In an ideal world it would be obvious where to draw the line between the GPU-
and vendor-independent bits and the common code shared by everyone, but not
only is that very hard to do, it can change drastically over the years. Couple
that with the fact that platform vendors have to maintain these imperfect
interfaces for many years regardless, and that vendors can have their own
abstraction layers in between the top layer of their driver code and the bare
metal of all their GPUs, and you have a perfect storm of too many layers
getting in the way and imperfectly defined interfaces to many of those layers,
which necessitates occasional layering violations at every level of the stack
if you want to avoid some pathological performance bottlenecks for some GPUs.

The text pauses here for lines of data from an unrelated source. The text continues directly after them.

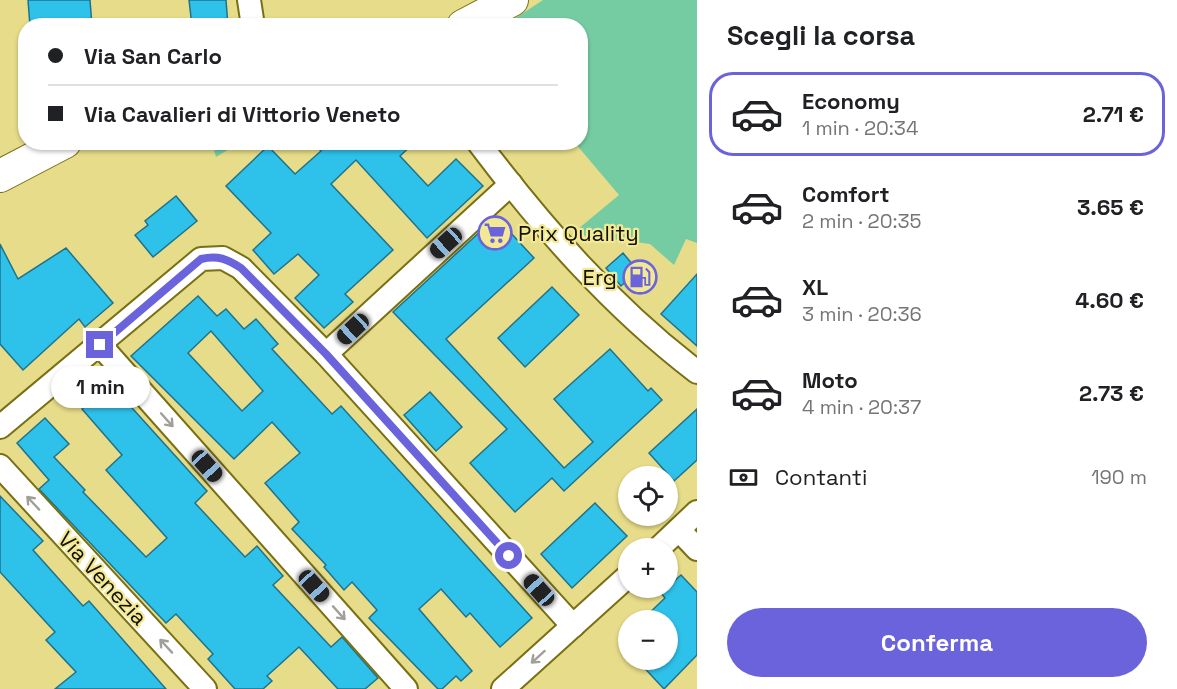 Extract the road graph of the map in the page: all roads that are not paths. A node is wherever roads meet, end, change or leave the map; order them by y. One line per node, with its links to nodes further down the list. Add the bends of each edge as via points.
1 (249, 0): 3 (street)
2 (512, 0): 4 (street)
3 (252, 18)
4 (478, 18)
5 (50, 150): 7 (street)
6 (484, 150): 8 (street)
7 (0, 176)
8 (510, 184): 10 (street); 11 (street, via 609,297)
9 (100, 345): 10 (street, via 201,259 223,258 241,268); 12 (street); 21 (street, one-way to 21)
10 (326, 354): 19 (street)
11 (697, 372)
12 (0, 427)
13 (0, 466): 20 (street, Via Venezia, one-way to 13)
14 (697, 513): 15 (street)
15 (679, 530): 16 (street); 17 (street)
16 (670, 538)
17 (697, 549)
18 (618, 585): 19 (street)
19 (573, 626): 22 (street, one-way to 22)
20 (205, 689)
21 (406, 689)
22 (503, 689) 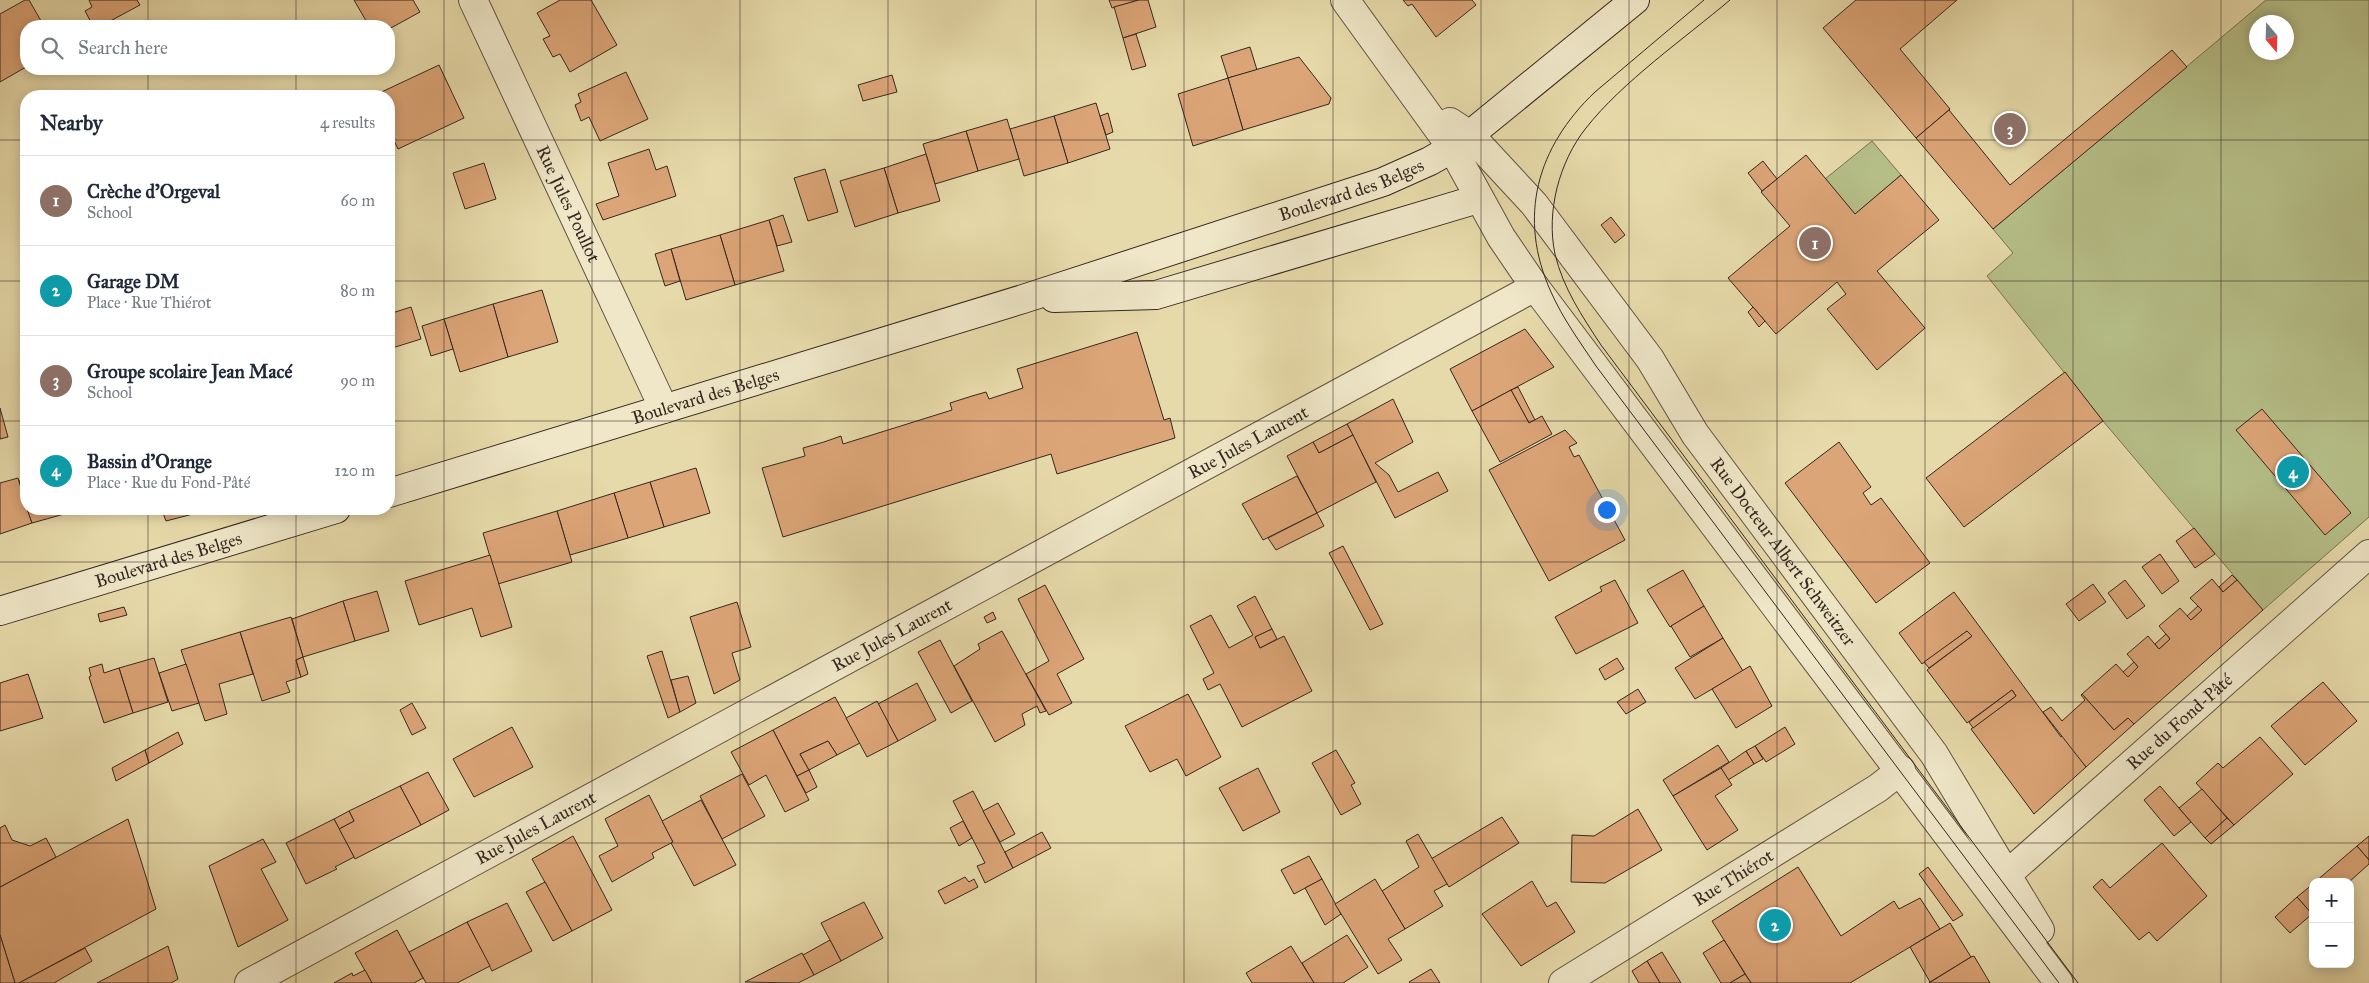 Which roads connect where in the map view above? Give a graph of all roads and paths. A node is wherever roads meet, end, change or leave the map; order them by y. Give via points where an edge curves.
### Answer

At best you end up with a bunch of ugly, imperfect, but generally functional
software that more or less gets the job done at an acceptable level of
performance.

I would imagine that the situation with Linux just adds yet more issues to
that bag of hurt. GPU vendors don't always want to help out, and are likely to
withhold valuable technical information that they don't want to be public. The
whole process of defining how many layers there are, what functionality exists
at what layer, and what interfaces are used between the layers is almost by
definition (for GPU driver models at least) a bunch of questions for which
there are no good answers, which is also a perfect storm for Open Source
development. Any solution anyone comes up with is always going to have some
caveats and gotchas, which for open, egalitarian development models means
endless arguments and bikeshedding in which everyone involved is correct in
pointing out the weaknesses of the system as designed, but there are no
alternatives that anyone can point to that don't have similar problems in
someone else's eyes.

For example, back in the '90s, for right or wrong I was very optimistic about
GGI solving a lot of graphics problems for Linux, and that was limited to the
2D stuff (I can't imagine how controversial it would've been had it included
3D as well):

[http://en.wikipedia.org/wiki/General_Graphics_Interface](http://en.wikipedia.org/wiki/General_Graphics_Interface)

It didn't pan out that way, but so much energy was burned by so many people
arguing about it over so many years. :( I don't have authoritative knowledge
of the whole thing, so maybe the doubters were correct, but at the time it
felt like a bunch of people shooting down an imperfect solution while offering
no solution at all.

EDIT: TL;DR designing a graphics stack that ultimately goes down to the metal
is a set of very hard problems, many of which have no perfect answers. This,
coupled with secretive vendors and the level of specialized knowledge required
to even contribute to stuff like this, makes it an even harder problem in the
Open Source world. Not an insurmountable obstacle, but a really hard set of
problems nonetheless, for both technical and human reasons.

------
base698
If you were in the market for new hardware and wanted the purchase to support
initiatives such as this--what would you buy?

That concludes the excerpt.